Melanie smiled. “I loved cooking with Mom.”

Olivia pulled up short. She hadn’t meant to mention her mother. And now the memory of that ill-fated attempt at baking became the memory of her mother handing her a freshly laundered softball uniform, which became the memory of her father’s ecstatic face the first time she hit a home run, which became the memory of the four of them at a Detroit Tigers game, where she caught a foul ball with her bare hands, chipping a bone in her finger. She didn’t know she was crying until Melanie wiped at her cheek.

“It’s okay to talk about it,” Melanie said. “And it’s okay to cry about it.”

Olivia looked at her sister, whose eyes were red and shining, whose smile was a little shaky at the corners. Then she stood up and wiped at her own eyes and nose. “We should get going again.”

She picked up her pack and her hiking poles and took a few steps up from the river and back onto the trail.
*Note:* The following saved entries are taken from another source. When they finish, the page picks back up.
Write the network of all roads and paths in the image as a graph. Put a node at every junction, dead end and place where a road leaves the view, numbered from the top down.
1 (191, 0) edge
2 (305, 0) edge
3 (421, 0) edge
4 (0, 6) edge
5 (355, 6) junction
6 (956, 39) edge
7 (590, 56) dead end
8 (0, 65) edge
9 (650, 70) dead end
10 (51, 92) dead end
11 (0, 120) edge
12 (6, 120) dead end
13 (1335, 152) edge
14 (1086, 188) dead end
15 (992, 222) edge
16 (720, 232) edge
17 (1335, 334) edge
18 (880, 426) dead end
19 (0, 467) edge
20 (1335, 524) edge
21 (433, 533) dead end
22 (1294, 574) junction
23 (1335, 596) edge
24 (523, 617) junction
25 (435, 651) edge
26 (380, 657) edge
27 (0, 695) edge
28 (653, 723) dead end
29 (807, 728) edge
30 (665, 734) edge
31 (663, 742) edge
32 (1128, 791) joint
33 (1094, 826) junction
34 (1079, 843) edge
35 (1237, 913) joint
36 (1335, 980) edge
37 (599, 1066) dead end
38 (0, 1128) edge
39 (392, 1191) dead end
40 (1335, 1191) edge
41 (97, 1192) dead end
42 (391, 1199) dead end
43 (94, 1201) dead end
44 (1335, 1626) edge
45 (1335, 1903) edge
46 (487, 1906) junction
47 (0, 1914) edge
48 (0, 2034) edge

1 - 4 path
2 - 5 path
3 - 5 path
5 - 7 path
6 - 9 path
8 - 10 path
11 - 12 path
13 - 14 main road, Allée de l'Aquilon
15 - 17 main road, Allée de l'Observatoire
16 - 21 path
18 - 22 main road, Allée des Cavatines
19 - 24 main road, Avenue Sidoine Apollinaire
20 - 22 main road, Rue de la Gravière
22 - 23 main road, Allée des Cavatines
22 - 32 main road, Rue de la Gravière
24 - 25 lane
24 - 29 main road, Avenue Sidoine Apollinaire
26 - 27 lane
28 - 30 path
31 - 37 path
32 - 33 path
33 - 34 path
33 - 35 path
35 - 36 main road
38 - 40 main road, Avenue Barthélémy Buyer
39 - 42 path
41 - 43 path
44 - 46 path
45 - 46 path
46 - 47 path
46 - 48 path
In her peripheral vision, she saw Melanie put her face in her hands for a moment before standing up and brushing the dirt off her pants.

“We’re three miles from Lake Superior,” Olivia said.

Wordlessly, Melanie put her pack back on and walked up to her. Olivia silently implored her not to say anything. To just drop the whole thing, forever and always.

Melanie touched her arm. “I’ll lead for a while.” She held out her hand for the map. Then she headed into the yellow glow of the trees.